A friend who works for the IT division of a large financial
services company received a company email yesterday. A full
five-scrolls-of-a-Blackberry long, it began by announcing that as employees
were no doubt aware, in response to the global economic crisis, departments had
been “rightsized” in 2009. Over subsequent years, teams had “responded to the
new economic situation by engaging external talent to fulfill specific project
requirements and respond to client needs”. However, as the result of a “detailed
resource analysis”, it was now imperative that these resources be “optimized”
and the company would therefore be embarking on a “major reinternalization
program”.
A simpler way to write this email might have been: “A lot of
your colleagues were fired five years ago. Since then, the rest of you have
been hiring consultants to replace them because you had far too much work to do
and the clients were starting to notice. But the last bill from Accenture was
eye-watering so you need to fire the consultants, now.”
Apart from being badly written, this email is liable to
inspire panic in anyone who actually manages to understand it – crucially, it
doesn’t explain whether managers are allowed to hire new employees, or are
expected to do the work themselves. In fact it’s the perfect example of why HR
departments should be kept well away from internal communications.

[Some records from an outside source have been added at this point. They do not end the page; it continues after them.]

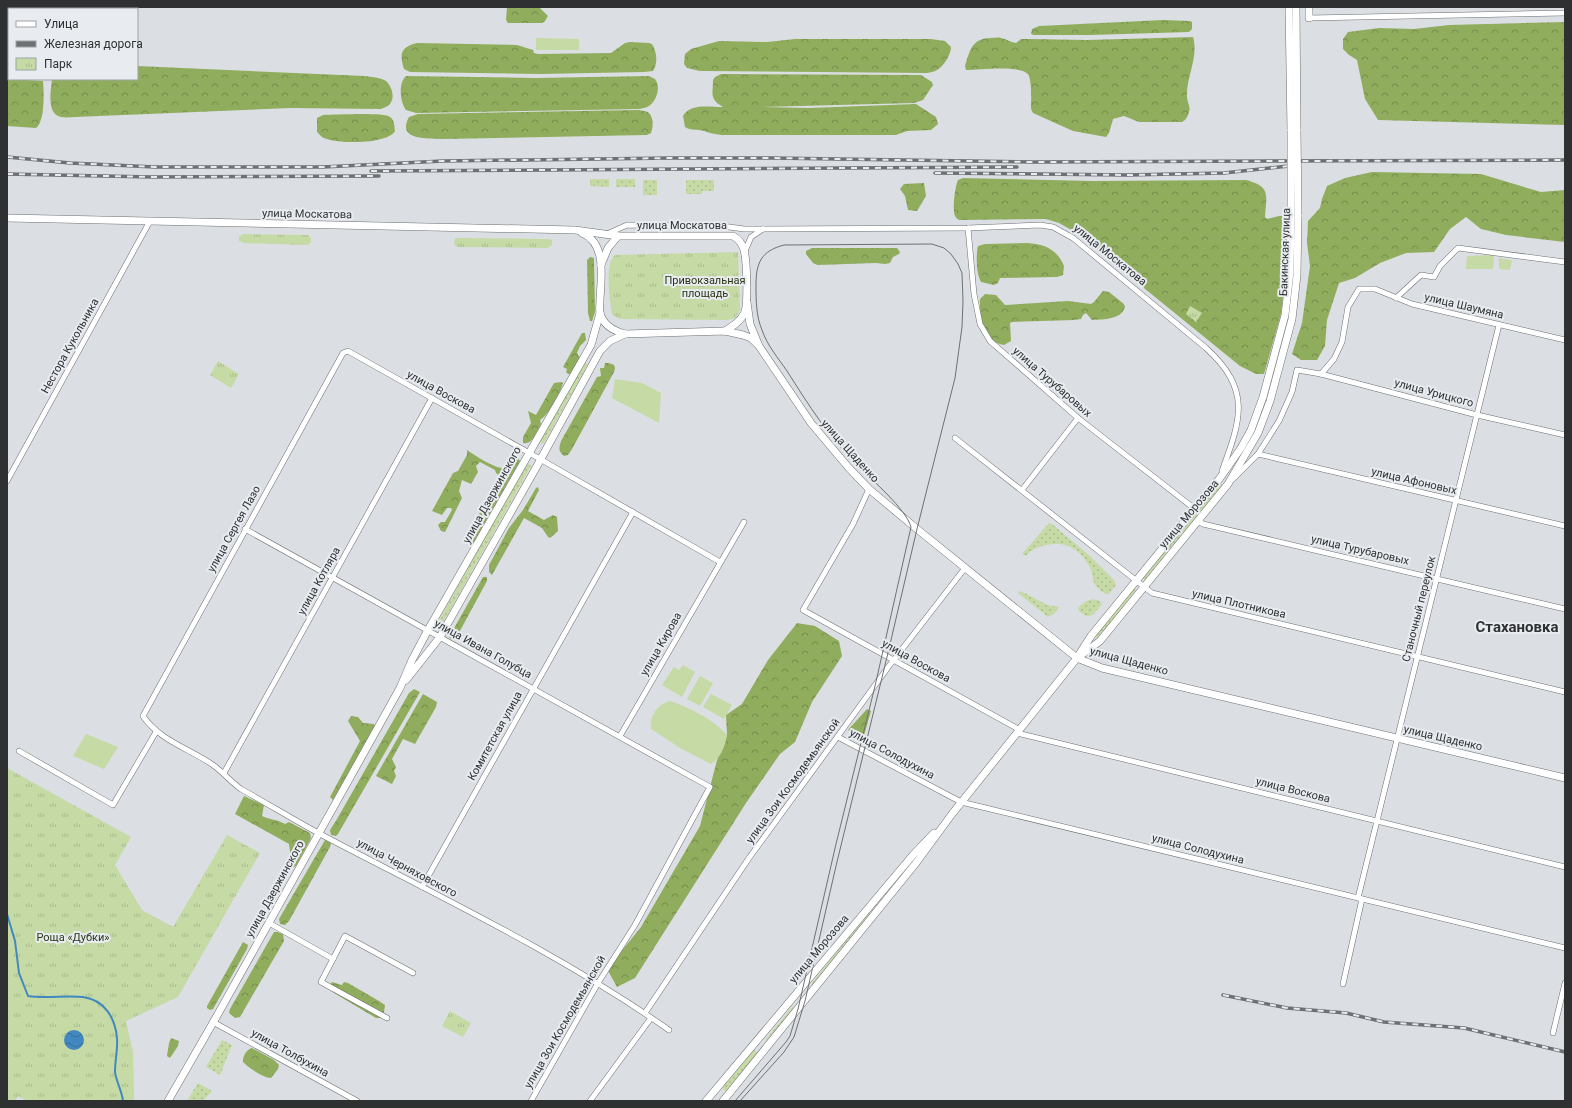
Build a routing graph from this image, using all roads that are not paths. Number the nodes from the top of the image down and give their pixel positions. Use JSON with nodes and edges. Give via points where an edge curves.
{"nodes":[{"id":1,"x":1289,"y":7,"type":"edge"},
{"id":2,"x":1296,"y":7,"type":"edge"},
{"id":3,"x":1309,"y":7,"type":"edge"},
{"id":4,"x":1565,"y":13,"type":"edge"},
{"id":5,"x":1309,"y":18,"type":"joint"},
{"id":6,"x":1294,"y":131,"type":"junction"},
{"id":7,"x":1295,"y":215,"type":"junction"},
{"id":8,"x":7,"y":218,"type":"edge"},
{"id":9,"x":150,"y":221,"type":"junction"},
{"id":10,"x":627,"y":225,"type":"junction"},
{"id":11,"x":764,"y":228,"type":"junction"},
{"id":12,"x":968,"y":228,"type":"junction"},
{"id":13,"x":744,"y":229,"type":"junction"},
{"id":14,"x":575,"y":230,"type":"junction"},
{"id":15,"x":607,"y":234,"type":"junction"},
{"id":16,"x":618,"y":236,"type":"junction"},
{"id":17,"x":733,"y":236,"type":"junction"},
{"id":18,"x":744,"y":251,"type":"junction"},
{"id":19,"x":1565,"y":262,"type":"edge"},
{"id":20,"x":601,"y":265,"type":"junction"},
{"id":21,"x":1396,"y":298,"type":"junction"},
{"id":22,"x":747,"y":302,"type":"junction"},
{"id":23,"x":600,"y":312,"type":"junction"},
{"id":24,"x":1500,"y":325,"type":"junction"},
{"id":25,"x":725,"y":331,"type":"junction"},
{"id":26,"x":625,"y":334,"type":"junction"},
{"id":27,"x":1565,"y":340,"type":"edge"},
{"id":28,"x":759,"y":346,"type":"junction"},
{"id":29,"x":343,"y":353,"type":"joint"},
{"id":30,"x":1297,"y":370,"type":"joint"},
{"id":31,"x":1321,"y":374,"type":"junction"},
{"id":32,"x":432,"y":398,"type":"junction"},
{"id":33,"x":1477,"y":415,"type":"junction"},
{"id":34,"x":1078,"y":418,"type":"junction"},
{"id":35,"x":1565,"y":435,"type":"edge"},
{"id":36,"x":955,"y":438,"type":"dead end"},
{"id":37,"x":528,"y":452,"type":"junction"},
{"id":38,"x":1258,"y":454,"type":"junction"},
{"id":39,"x":540,"y":459,"type":"junction"},
{"id":40,"x":1220,"y":478,"type":"junction"},
{"id":41,"x":7,"y":481,"type":"edge"},
{"id":42,"x":1228,"y":484,"type":"junction"},
{"id":43,"x":869,"y":488,"type":"junction"},
{"id":44,"x":1022,"y":490,"type":"junction"},
{"id":45,"x":1456,"y":501,"type":"junction"},
{"id":46,"x":1195,"y":509,"type":"junction"},
{"id":47,"x":633,"y":512,"type":"junction"},
{"id":48,"x":1198,"y":521,"type":"junction"},
{"id":49,"x":744,"y":522,"type":"dead end"},
{"id":50,"x":1565,"y":526,"type":"edge"},
{"id":51,"x":245,"y":529,"type":"junction"},
{"id":52,"x":720,"y":562,"type":"junction"},
{"id":53,"x":965,"y":568,"type":"junction"},
{"id":54,"x":332,"y":577,"type":"junction"},
{"id":55,"x":1437,"y":579,"type":"junction"},
{"id":56,"x":1135,"y":581,"type":"junction"},
{"id":57,"x":1143,"y":587,"type":"junction"},
{"id":58,"x":1565,"y":609,"type":"edge"},
{"id":59,"x":428,"y":630,"type":"junction"},
{"id":60,"x":440,"y":636,"type":"junction"},
{"id":61,"x":1418,"y":657,"type":"junction"},
{"id":62,"x":1077,"y":658,"type":"junction"},
{"id":63,"x":894,"y":660,"type":"junction"},
{"id":64,"x":400,"y":688,"type":"junction"},
{"id":65,"x":534,"y":689,"type":"junction"},
{"id":66,"x":1565,"y":692,"type":"edge"},
{"id":67,"x":143,"y":716,"type":"joint"},
{"id":68,"x":1018,"y":731,"type":"junction"},
{"id":69,"x":156,"y":732,"type":"junction"},
{"id":70,"x":620,"y":736,"type":"junction"},
{"id":71,"x":838,"y":737,"type":"junction"},
{"id":72,"x":1398,"y":738,"type":"junction"},
{"id":73,"x":19,"y":751,"type":"dead end"},
{"id":74,"x":224,"y":773,"type":"junction"},
{"id":75,"x":1565,"y":778,"type":"edge"},
{"id":76,"x":710,"y":787,"type":"joint"},
{"id":77,"x":961,"y":802,"type":"junction"},
{"id":78,"x":952,"y":814,"type":"junction"},
{"id":79,"x":1377,"y":821,"type":"junction"},
{"id":80,"x":319,"y":833,"type":"junction"},
{"id":81,"x":1565,"y":866,"type":"edge"},
{"id":82,"x":422,"y":887,"type":"junction"},
{"id":83,"x":1360,"y":899,"type":"junction"},
{"id":84,"x":269,"y":923,"type":"junction"},
{"id":85,"x":1565,"y":948,"type":"edge"},
{"id":86,"x":333,"y":959,"type":"junction"},
{"id":87,"x":412,"y":973,"type":"dead end"},
{"id":88,"x":598,"y":983,"type":"junction"},
{"id":89,"x":1565,"y":983,"type":"edge"},
{"id":90,"x":1343,"y":984,"type":"dead end"},
{"id":91,"x":645,"y":1013,"type":"junction"},
{"id":92,"x":386,"y":1018,"type":"dead end"},
{"id":93,"x":651,"y":1018,"type":"junction"},
{"id":94,"x":213,"y":1022,"type":"junction"},
{"id":95,"x":669,"y":1030,"type":"dead end"},
{"id":96,"x":1553,"y":1033,"type":"dead end"},
{"id":97,"x":755,"y":1042,"type":"junction"},
{"id":98,"x":765,"y":1050,"type":"junction"},
{"id":99,"x":714,"y":1092,"type":"junction"},
{"id":100,"x":724,"y":1100,"type":"edge"},
{"id":101,"x":168,"y":1101,"type":"edge"},
{"id":102,"x":357,"y":1101,"type":"edge"},
{"id":103,"x":531,"y":1101,"type":"edge"},
{"id":104,"x":590,"y":1101,"type":"edge"},
{"id":105,"x":706,"y":1101,"type":"edge"}],
"edges":[{"from":1,"to":6,"type":"main road","name":"Бакинская улица"},
{"from":2,"to":6,"type":"main road","name":"Бакинская улица"},
{"from":3,"to":5,"type":"main road"},
{"from":4,"to":5,"type":"street"},
{"from":6,"to":7,"type":"main road","name":"Бакинская улица","bridge":true},
{"from":7,"to":40,"type":"main road","name":"Бакинская улица","via":[[1288,296],[1280,340],[1260,410],[1251,430]]},
{"from":7,"to":42,"type":"main road","name":"Бакинская улица","via":[[1297,275],[1290,331],[1263,420],[1248,452]]},
{"from":8,"to":9,"type":"main road","name":"улица Москатова"},
{"from":9,"to":14,"type":"main road","name":"улица Москатова"},
{"from":9,"to":41,"type":"street","name":"Нестора Кукольника"},
{"from":10,"to":13,"type":"street","name":"улица Москатова","via":[[722,226]]},
{"from":10,"to":15,"type":"street","name":"улица Москатова"},
{"from":10,"to":16,"type":"street","name":"улица Москатова"},
{"from":11,"to":12,"type":"street","name":"улица Москатова"},
{"from":11,"to":13,"type":"street","name":"улица Москатова"},
{"from":11,"to":18,"type":"street","via":[[751,237]]},
{"from":12,"to":34,"type":"street","name":"улица Турубаровых","via":[[974,294],[980,324],[985,334],[998,349]]},
{"from":12,"to":40,"type":"street","name":"улица Москатова","via":[[1040,225],[1064,232],[1219,360],[1233,381],[1238,410],[1235,434]]},
{"from":13,"to":17,"type":"street","name":"улица Москатова"},
{"from":14,"to":15,"type":"main road","name":"улица Москатова"},
{"from":14,"to":20,"type":"main road","via":[[595,241]]},
{"from":15,"to":16,"type":"main road","name":"улица Москатова"},
{"from":16,"to":17,"type":"main road","name":"улица Москатова"},
{"from":16,"to":20,"type":"main road","via":[[608,248]]},
{"from":17,"to":18,"type":"main road","via":[[738,239]]},
{"from":18,"to":22,"type":"main road"},
{"from":19,"to":21,"type":"street","via":[[1458,248],[1440,266],[1434,277],[1421,275]]},
{"from":20,"to":23,"type":"main road"},
{"from":21,"to":24,"type":"street","name":"улица Шаумяна"},
{"from":21,"to":31,"type":"street","name":"улица Шаумяна","via":[[1375,289],[1359,288],[1348,307],[1342,342],[1334,359]]},
{"from":22,"to":25,"type":"main road","via":[[742,318]]},
{"from":22,"to":28,"type":"main road","name":"улица Щаденко","via":[[750,324]]},
{"from":23,"to":26,"type":"main road","via":[[605,323]]},
{"from":23,"to":37,"type":"main road","name":"улица Дзержинского","via":[[590,345]]},
{"from":24,"to":27,"type":"street","name":"улица Шаумяна"},
{"from":24,"to":33,"type":"street","name":"Станочный переулок"},
{"from":25,"to":26,"type":"main road"},
{"from":25,"to":28,"type":"main road","name":"улица Щаденко","via":[[743,334]]},
{"from":26,"to":39,"type":"main road","name":"улица Дзержинского","via":[[610,341],[600,351]]},
{"from":28,"to":43,"type":"main road","name":"улица Щаденко","via":[[811,423]]},
{"from":29,"to":32,"type":"street","name":"улица Воскова","via":[[348,351]]},
{"from":29,"to":51,"type":"street","name":"улица Сергея Лазо"},
{"from":30,"to":31,"type":"street","name":"улица Урицкого"},
{"from":30,"to":38,"type":"street","name":"улица Морозова","via":[[1292,392],[1279,421]]},
{"from":31,"to":33,"type":"street","name":"улица Урицкого"},
{"from":32,"to":37,"type":"street","name":"улица Воскова"},
{"from":32,"to":54,"type":"street","name":"улица Котляра"},
{"from":33,"to":35,"type":"street","name":"улица Урицкого"},
{"from":33,"to":45,"type":"street","name":"Станочный переулок"},
{"from":34,"to":44,"type":"street"},
{"from":34,"to":46,"type":"street","name":"улица Турубаровых"},
{"from":36,"to":44,"type":"street","name":"улица Плотникова"},
{"from":37,"to":39,"type":"street","name":"улица Воскова"},
{"from":37,"to":59,"type":"main road","name":"улица Дзержинского"},
{"from":38,"to":42,"type":"street","name":"улица Морозова"},
{"from":38,"to":45,"type":"street","name":"улица Афоновых"},
{"from":39,"to":47,"type":"street"},
{"from":39,"to":60,"type":"main road","name":"улица Дзержинского"},
{"from":40,"to":46,"type":"main road","name":"улица Морозова"},
{"from":42,"to":48,"type":"main road","name":"улица Морозова"},
{"from":43,"to":53,"type":"main road","name":"улица Щаденко"},
{"from":43,"to":63,"type":"street","name":"улица Воскова","via":[[853,524],[803,610]]},
{"from":44,"to":56,"type":"street","name":"улица Плотникова"},
{"from":45,"to":50,"type":"street","name":"улица Афоновых"},
{"from":45,"to":55,"type":"street","name":"Станочный переулок"},
{"from":46,"to":56,"type":"main road","name":"улица Морозова"},
{"from":47,"to":52,"type":"street"},
{"from":47,"to":65,"type":"street","name":"Комитетская улица"},
{"from":48,"to":55,"type":"street","name":"улица Турубаровых"},
{"from":48,"to":57,"type":"main road","name":"улица Морозова"},
{"from":49,"to":52,"type":"street","name":"улица Кирова"},
{"from":51,"to":54,"type":"street","name":"улица Ивана Голубца"},
{"from":51,"to":67,"type":"street","name":"улица Сергея Лазо"},
{"from":52,"to":70,"type":"street","name":"улица Кирова"},
{"from":53,"to":62,"type":"main road","name":"улица Щаденко"},
{"from":53,"to":63,"type":"street","name":"улица Зои Космодемьянской"},
{"from":54,"to":59,"type":"street","name":"улица Ивана Голубца"},
{"from":54,"to":74,"type":"street","name":"улица Котляра"},
{"from":55,"to":58,"type":"street","name":"улица Турубаровых"},
{"from":55,"to":61,"type":"street","name":"Станочный переулок"},
{"from":56,"to":57,"type":"street","name":"улица Плотникова"},
{"from":56,"to":62,"type":"main road","name":"улица Морозова","via":[[1090,636]]},
{"from":57,"to":61,"type":"street","name":"улица Плотникова","via":[[1152,593]]},
{"from":57,"to":62,"type":"main road","name":"улица Морозова","via":[[1100,641]]},
{"from":59,"to":60,"type":"street","name":"улица Ивана Голубца"},
{"from":59,"to":64,"type":"main road","name":"улица Дзержинского"},
{"from":60,"to":64,"type":"main road","name":"улица Дзержинского"},
{"from":60,"to":65,"type":"street","name":"улица Ивана Голубца"},
{"from":61,"to":66,"type":"street","name":"улица Плотникова"},
{"from":61,"to":72,"type":"street","name":"Станочный переулок"},
{"from":62,"to":68,"type":"main road","name":"улица Морозова"},
{"from":62,"to":72,"type":"main road","name":"улица Щаденко","via":[[1102,668]]},
{"from":63,"to":68,"type":"street","name":"улица Воскова"},
{"from":63,"to":71,"type":"street","name":"улица Зои Космодемьянской"},
{"from":64,"to":80,"type":"main road","name":"улица Дзержинского"},
{"from":65,"to":70,"type":"street","name":"улица Ивана Голубца"},
{"from":65,"to":82,"type":"street","name":"Комитетская улица"},
{"from":67,"to":69,"type":"street","name":"улица Черняховского"},
{"from":68,"to":77,"type":"main road","name":"улица Морозова"},
{"from":68,"to":79,"type":"street","name":"улица Воскова"},
{"from":69,"to":73,"type":"street","via":[[113,806]]},
{"from":69,"to":74,"type":"street","name":"улица Черняховского"},
{"from":70,"to":76,"type":"street","name":"улица Ивана Голубца"},
{"from":71,"to":77,"type":"street","name":"улица Солодухина"},
{"from":71,"to":91,"type":"street","name":"улица Зои Космодемьянской","via":[[749,858]]},
{"from":72,"to":75,"type":"main road","name":"улица Щаденко"},
{"from":72,"to":79,"type":"street","name":"Станочный переулок"},
{"from":74,"to":80,"type":"street","name":"улица Черняховского","via":[[241,789]]},
{"from":76,"to":88,"type":"street","name":"улица Зои Космодемьянской","via":[[635,925]]},
{"from":77,"to":78,"type":"main road","name":"улица Морозова"},
{"from":77,"to":83,"type":"street","name":"улица Солодухина"},
{"from":78,"to":97,"type":"main road","name":"улица Морозова","via":[[913,855]]},
{"from":78,"to":98,"type":"main road","name":"улица Морозова","via":[[916,863]]},
{"from":79,"to":81,"type":"street","name":"улица Воскова"},
{"from":79,"to":83,"type":"street","name":"Станочный переулок"},
{"from":80,"to":82,"type":"street","name":"улица Черняховского"},
{"from":80,"to":84,"type":"main road","name":"улица Дзержинского"},
{"from":82,"to":88,"type":"street","name":"улица Черняховского"},
{"from":83,"to":85,"type":"street","name":"улица Солодухина"},
{"from":83,"to":90,"type":"street","name":"Станочный переулок"},
{"from":84,"to":86,"type":"street"},
{"from":84,"to":94,"type":"main road","name":"улица Дзержинского"},
{"from":86,"to":87,"type":"street","via":[[345,936]]},
{"from":86,"to":92,"type":"street","via":[[321,982]]},
{"from":88,"to":91,"type":"street","name":"улица Черняховского"},
{"from":88,"to":103,"type":"street","name":"улица Зои Космодемьянской"},
{"from":89,"to":96,"type":"street"},
{"from":91,"to":93,"type":"street","name":"улица Черняховского"},
{"from":93,"to":95,"type":"street","name":"улица Черняховского"},
{"from":93,"to":104,"type":"street"},
{"from":94,"to":101,"type":"main road","name":"улица Дзержинского"},
{"from":94,"to":102,"type":"street","name":"улица Толбухина"},
{"from":97,"to":98,"type":"main road"},
{"from":97,"to":99,"type":"main road","name":"улица Морозова"},
{"from":98,"to":100,"type":"main road","name":"улица Морозова"},
{"from":99,"to":100,"type":"main road"},
{"from":99,"to":105,"type":"main road","name":"улица Морозова"}]}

Many companies do internal communications less well than
external communications. The victim of lack of time, lack of money, and
horrific internal politics tends to result in an un-coordinated approach
whereby a continual stream of organisational memos by HR drowns out any
interesting stuff on strategy, new tools or indeed anything that would help
employees do their jobs better or feel proud to work for the company.
The rather worrying result is employees who may know their
company has an equal opportunities policy, but who have no idea what its
objectives for the year are (or indeed how what they themselves are doing
contributes in any way to the company’s success).
Digital offers lots of innovative ways to communicate better
(or to use current jargon “engage”) with employees, from social intranets or
wikis to internal apps. But the baseline has to be writing in plain English so
that people can understand what you’re saying. The rest is a nice-to-have.
Nicely expressed Andrea.
ReplyDeletePerhaps when the powers that be invest 100 euros per head in putting in a robust social network they will discover that colleagues on the inside know more about growing their business than any consultants from the outside.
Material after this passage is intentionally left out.